◆ What to do
When you reach the line that contains "thumb mcp: (128, 523)" in the data below, start reproducing lines exactly, and stop after the line that contains "pinky dip: (10, 335)".

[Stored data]
↓
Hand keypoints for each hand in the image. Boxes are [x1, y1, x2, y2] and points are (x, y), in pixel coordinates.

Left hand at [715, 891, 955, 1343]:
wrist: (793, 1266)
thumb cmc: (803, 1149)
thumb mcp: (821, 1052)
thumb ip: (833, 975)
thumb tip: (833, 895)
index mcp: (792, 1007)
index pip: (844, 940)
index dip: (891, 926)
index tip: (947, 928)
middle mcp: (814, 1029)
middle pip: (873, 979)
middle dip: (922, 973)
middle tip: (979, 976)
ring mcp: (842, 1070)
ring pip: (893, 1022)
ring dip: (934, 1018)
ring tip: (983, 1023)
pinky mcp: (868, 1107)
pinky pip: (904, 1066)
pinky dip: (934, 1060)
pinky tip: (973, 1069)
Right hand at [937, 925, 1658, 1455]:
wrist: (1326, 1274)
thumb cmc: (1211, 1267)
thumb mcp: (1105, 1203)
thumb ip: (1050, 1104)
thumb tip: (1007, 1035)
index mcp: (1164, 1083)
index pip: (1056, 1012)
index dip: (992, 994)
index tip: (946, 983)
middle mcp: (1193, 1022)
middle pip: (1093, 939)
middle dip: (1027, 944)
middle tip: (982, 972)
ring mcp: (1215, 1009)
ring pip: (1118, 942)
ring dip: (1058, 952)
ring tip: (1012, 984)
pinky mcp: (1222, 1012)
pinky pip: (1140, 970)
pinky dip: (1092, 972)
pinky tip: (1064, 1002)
↑
↓
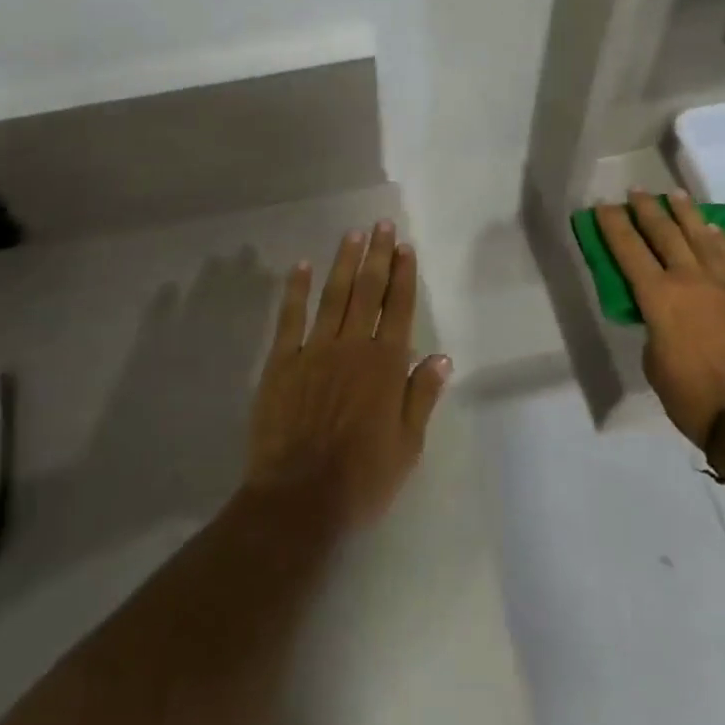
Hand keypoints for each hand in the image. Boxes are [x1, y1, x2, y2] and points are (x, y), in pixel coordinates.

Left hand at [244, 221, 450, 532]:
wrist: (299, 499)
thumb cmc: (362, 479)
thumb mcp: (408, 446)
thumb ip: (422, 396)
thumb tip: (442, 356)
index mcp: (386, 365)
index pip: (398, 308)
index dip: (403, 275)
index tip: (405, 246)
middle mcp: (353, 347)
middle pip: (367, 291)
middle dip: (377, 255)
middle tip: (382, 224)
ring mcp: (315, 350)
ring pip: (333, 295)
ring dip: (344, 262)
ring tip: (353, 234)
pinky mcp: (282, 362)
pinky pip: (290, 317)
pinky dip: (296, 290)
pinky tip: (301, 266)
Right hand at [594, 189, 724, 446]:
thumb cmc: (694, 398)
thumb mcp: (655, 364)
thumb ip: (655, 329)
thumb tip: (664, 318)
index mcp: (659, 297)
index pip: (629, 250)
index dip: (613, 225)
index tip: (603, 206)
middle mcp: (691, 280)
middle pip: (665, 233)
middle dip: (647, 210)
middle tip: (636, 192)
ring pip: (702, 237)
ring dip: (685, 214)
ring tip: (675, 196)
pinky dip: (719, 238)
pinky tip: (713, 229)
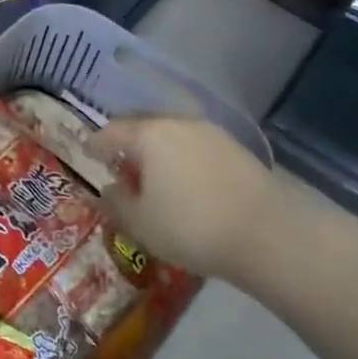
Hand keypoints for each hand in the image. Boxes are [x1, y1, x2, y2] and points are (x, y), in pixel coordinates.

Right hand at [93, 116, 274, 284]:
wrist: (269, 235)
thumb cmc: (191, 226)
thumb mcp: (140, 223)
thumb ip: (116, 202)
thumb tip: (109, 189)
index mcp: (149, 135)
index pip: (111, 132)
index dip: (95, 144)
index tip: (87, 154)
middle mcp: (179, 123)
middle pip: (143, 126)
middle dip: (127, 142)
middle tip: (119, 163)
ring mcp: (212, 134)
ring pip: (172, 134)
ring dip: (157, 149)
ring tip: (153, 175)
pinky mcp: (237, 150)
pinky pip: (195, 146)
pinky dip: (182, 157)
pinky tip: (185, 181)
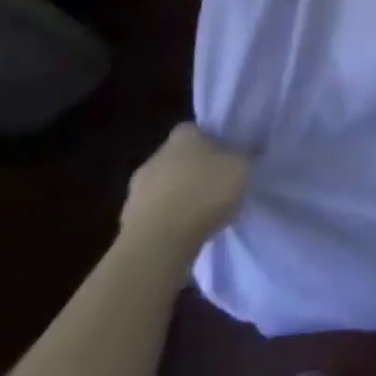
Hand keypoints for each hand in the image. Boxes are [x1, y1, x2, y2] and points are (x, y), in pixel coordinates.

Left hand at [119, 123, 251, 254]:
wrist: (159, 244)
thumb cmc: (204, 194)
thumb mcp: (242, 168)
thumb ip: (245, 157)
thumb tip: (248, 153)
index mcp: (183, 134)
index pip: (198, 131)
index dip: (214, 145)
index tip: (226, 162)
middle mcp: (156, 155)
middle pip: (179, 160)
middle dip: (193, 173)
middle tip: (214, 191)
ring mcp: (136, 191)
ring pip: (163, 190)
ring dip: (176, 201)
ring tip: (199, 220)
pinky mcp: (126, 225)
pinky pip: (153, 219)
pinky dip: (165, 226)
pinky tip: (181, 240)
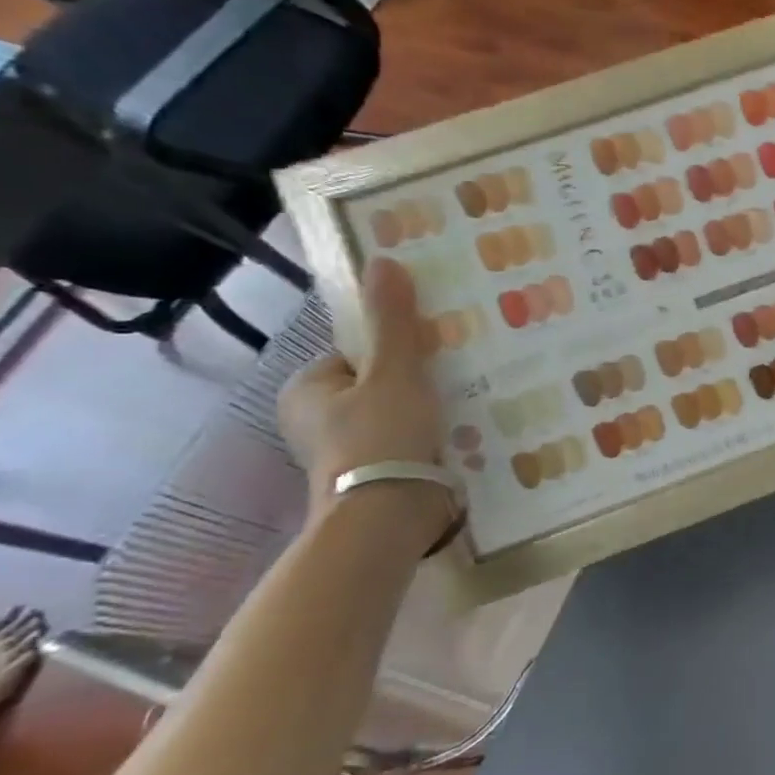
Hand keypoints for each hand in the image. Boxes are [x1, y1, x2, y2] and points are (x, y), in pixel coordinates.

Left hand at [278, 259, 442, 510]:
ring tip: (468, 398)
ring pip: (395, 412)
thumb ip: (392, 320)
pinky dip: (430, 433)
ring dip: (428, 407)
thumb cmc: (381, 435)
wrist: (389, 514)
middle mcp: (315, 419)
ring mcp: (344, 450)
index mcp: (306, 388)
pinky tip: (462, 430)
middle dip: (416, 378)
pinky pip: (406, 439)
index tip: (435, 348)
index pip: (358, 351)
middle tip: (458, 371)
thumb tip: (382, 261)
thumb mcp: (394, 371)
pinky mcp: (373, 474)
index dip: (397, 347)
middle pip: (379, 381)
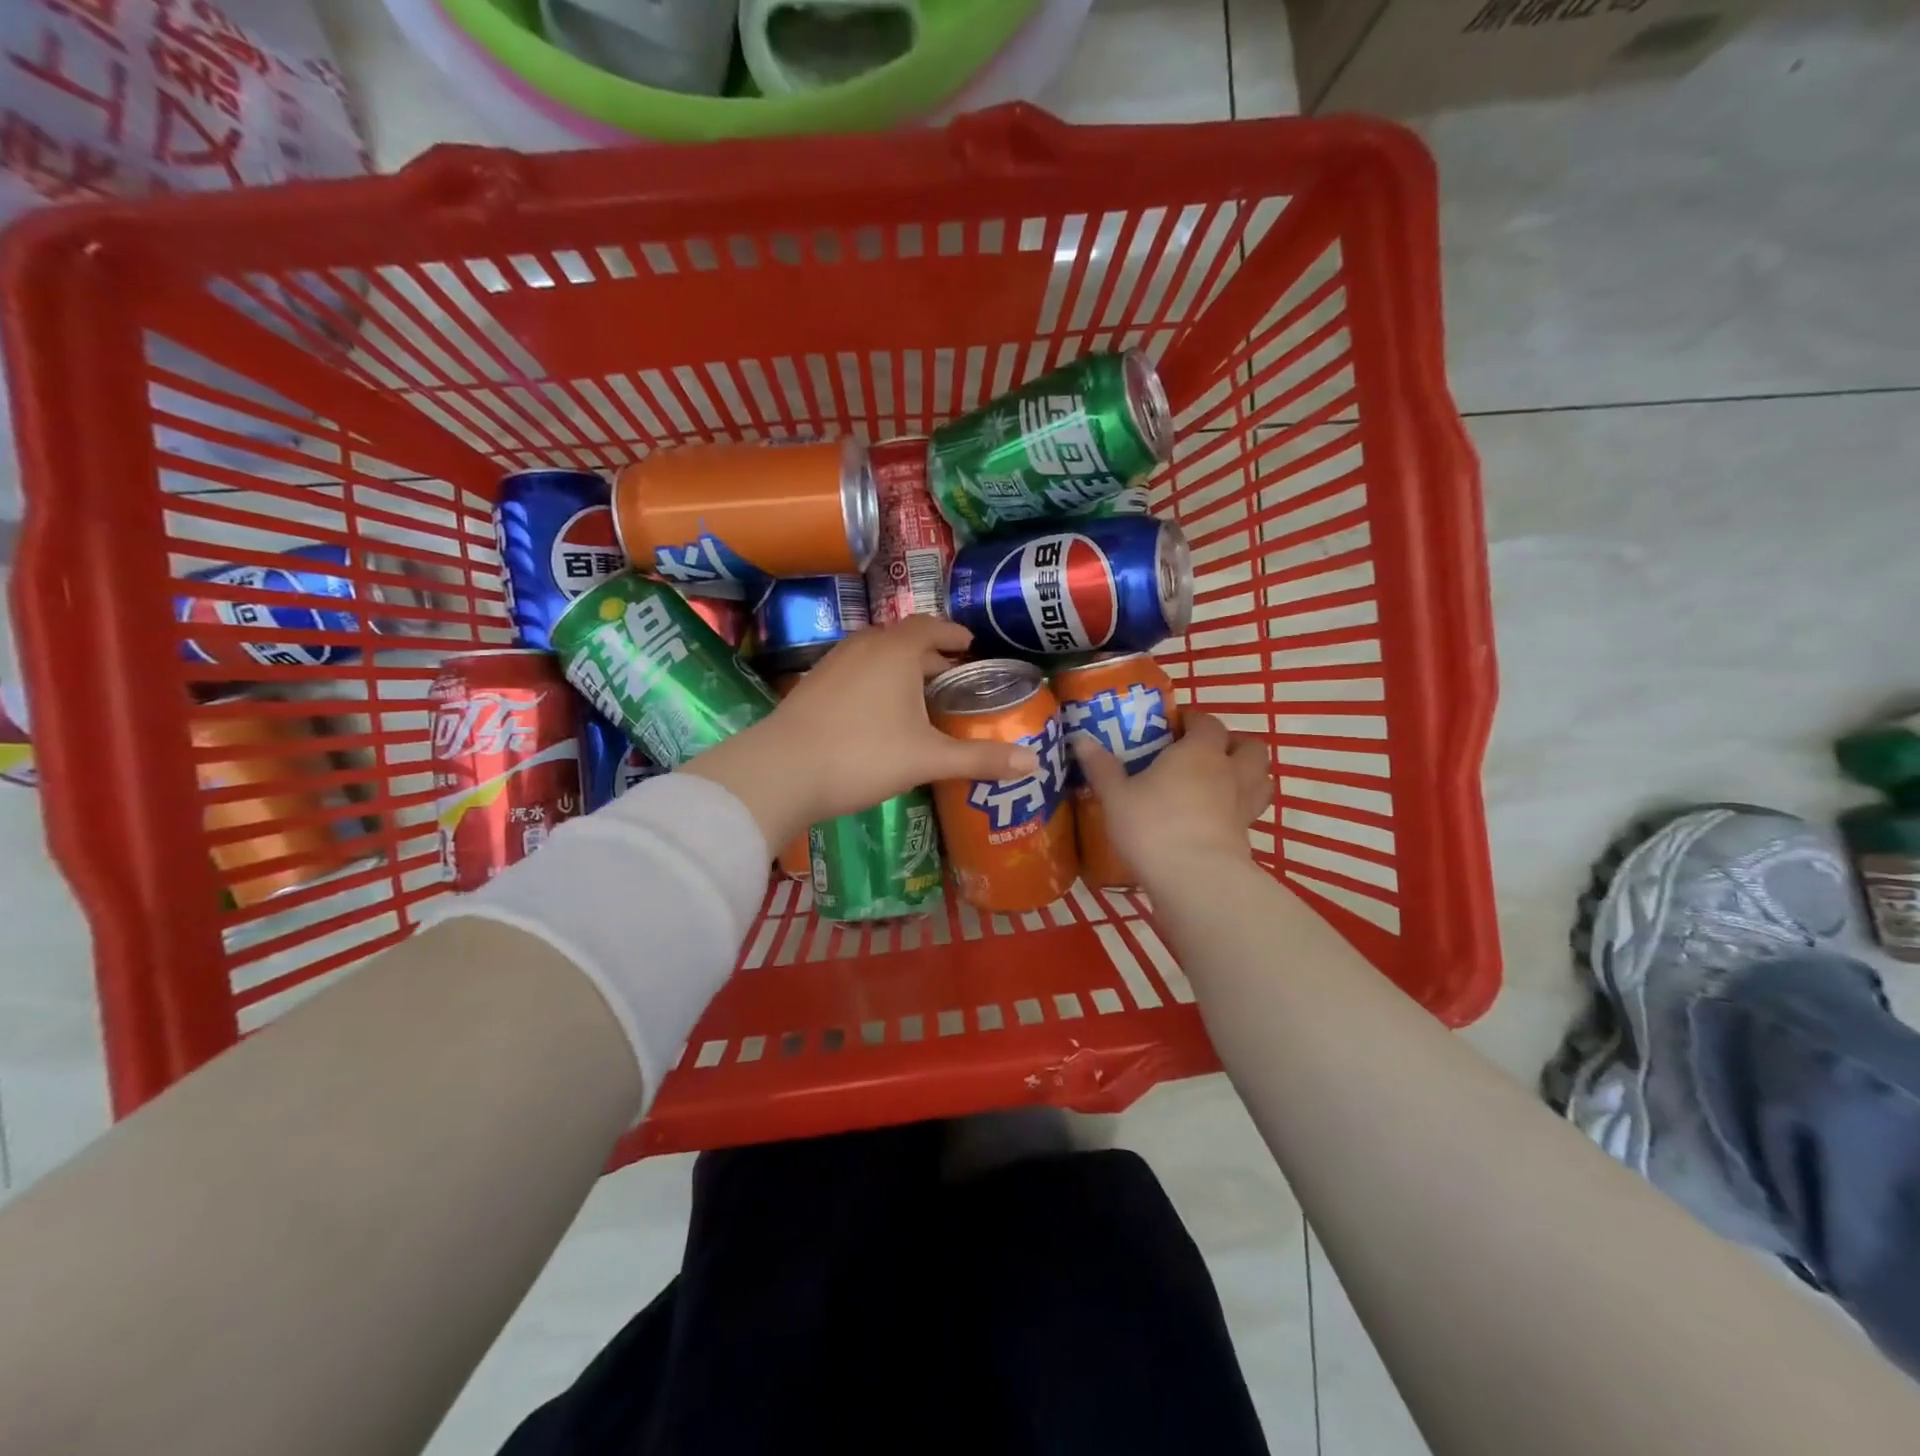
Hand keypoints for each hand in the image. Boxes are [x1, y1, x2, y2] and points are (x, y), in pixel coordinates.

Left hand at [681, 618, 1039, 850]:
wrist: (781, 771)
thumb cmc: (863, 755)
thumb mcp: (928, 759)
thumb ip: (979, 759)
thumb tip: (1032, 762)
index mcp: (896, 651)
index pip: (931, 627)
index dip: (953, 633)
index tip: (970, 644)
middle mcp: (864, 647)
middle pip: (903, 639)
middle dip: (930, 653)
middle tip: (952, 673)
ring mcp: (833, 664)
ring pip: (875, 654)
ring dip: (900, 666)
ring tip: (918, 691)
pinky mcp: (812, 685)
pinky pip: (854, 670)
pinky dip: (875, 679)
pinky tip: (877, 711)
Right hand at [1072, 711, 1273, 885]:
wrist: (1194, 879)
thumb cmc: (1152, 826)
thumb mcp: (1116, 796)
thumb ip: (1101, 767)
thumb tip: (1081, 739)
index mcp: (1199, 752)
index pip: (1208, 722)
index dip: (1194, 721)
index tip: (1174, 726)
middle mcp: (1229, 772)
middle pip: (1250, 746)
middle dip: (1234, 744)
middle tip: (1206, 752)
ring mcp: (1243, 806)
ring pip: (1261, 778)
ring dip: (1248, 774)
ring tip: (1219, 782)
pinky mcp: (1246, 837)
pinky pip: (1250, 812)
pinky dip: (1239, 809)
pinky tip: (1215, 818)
↑
↓
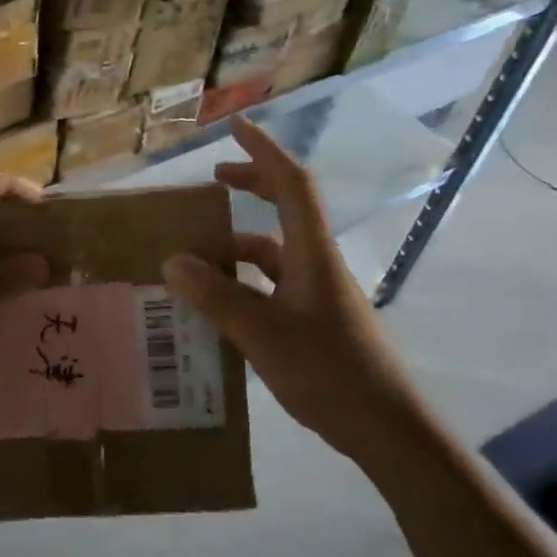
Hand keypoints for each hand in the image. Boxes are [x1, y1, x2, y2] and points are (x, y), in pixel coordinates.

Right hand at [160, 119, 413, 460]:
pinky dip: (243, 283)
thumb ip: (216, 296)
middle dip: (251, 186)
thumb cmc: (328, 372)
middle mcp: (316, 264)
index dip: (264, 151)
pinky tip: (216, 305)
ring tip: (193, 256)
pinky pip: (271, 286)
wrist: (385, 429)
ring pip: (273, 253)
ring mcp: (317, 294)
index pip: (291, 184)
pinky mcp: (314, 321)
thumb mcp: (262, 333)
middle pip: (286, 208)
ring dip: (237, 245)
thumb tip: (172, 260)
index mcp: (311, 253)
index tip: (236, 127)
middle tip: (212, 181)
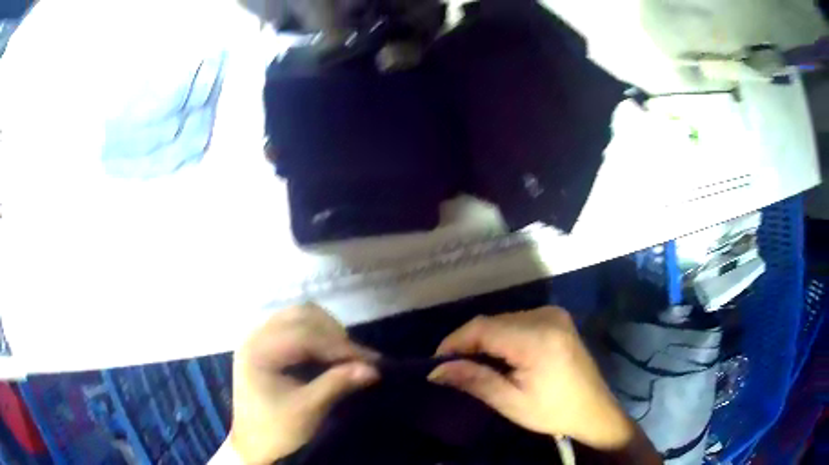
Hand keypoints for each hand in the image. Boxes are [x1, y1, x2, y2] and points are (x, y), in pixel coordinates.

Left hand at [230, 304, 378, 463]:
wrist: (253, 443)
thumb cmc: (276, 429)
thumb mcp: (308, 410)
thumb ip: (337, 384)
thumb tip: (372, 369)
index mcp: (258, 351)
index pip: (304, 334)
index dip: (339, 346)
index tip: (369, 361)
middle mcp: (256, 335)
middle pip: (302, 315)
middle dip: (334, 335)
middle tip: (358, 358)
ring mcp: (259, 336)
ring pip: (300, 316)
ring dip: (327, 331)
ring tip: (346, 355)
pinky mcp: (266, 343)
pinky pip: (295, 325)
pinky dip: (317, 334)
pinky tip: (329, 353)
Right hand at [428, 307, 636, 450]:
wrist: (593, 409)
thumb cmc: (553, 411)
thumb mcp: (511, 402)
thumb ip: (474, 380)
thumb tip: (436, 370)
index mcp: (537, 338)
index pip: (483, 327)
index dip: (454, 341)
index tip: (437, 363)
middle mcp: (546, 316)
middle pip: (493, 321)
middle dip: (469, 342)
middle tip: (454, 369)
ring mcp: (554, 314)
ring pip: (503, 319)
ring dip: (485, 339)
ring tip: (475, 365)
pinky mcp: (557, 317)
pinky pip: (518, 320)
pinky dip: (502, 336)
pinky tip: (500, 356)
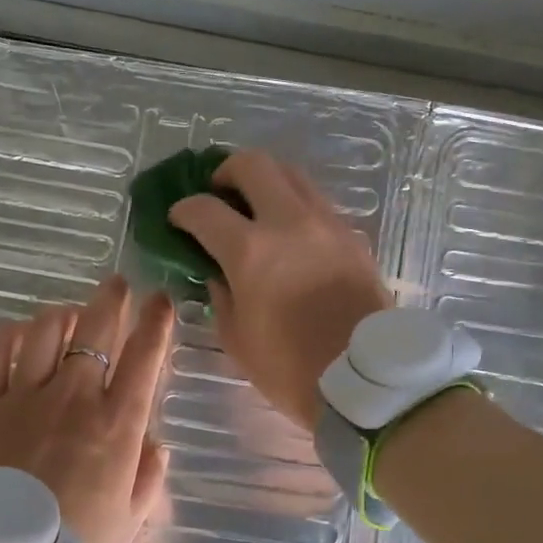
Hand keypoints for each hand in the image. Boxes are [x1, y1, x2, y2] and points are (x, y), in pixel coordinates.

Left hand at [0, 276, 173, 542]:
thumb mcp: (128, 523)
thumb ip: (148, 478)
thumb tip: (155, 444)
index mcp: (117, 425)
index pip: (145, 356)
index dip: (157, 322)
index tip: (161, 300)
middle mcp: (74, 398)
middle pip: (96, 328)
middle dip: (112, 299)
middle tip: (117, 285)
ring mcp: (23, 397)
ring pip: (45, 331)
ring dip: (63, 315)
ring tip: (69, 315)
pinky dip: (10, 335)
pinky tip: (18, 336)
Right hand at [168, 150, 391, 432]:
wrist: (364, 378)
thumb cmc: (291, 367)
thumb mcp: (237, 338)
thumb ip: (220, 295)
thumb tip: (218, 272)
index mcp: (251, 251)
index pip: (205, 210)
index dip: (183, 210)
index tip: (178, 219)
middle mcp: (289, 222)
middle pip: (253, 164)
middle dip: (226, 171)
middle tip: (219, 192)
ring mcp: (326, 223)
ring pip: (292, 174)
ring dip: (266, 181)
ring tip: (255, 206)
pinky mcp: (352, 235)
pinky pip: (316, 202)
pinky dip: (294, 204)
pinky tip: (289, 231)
↑
◆ Exercise solution
thumb mcp: (128, 523)
thumb ip: (148, 478)
thumb tip: (155, 444)
index mcp: (117, 425)
index pip: (145, 356)
index dip: (157, 322)
index tip: (161, 300)
middle mcp: (74, 398)
middle pip: (96, 328)
middle dip: (112, 299)
middle tip: (117, 285)
ring mcp: (23, 397)
ring pip: (45, 331)
ring dip: (63, 315)
ring tip: (69, 315)
pinky dip: (10, 335)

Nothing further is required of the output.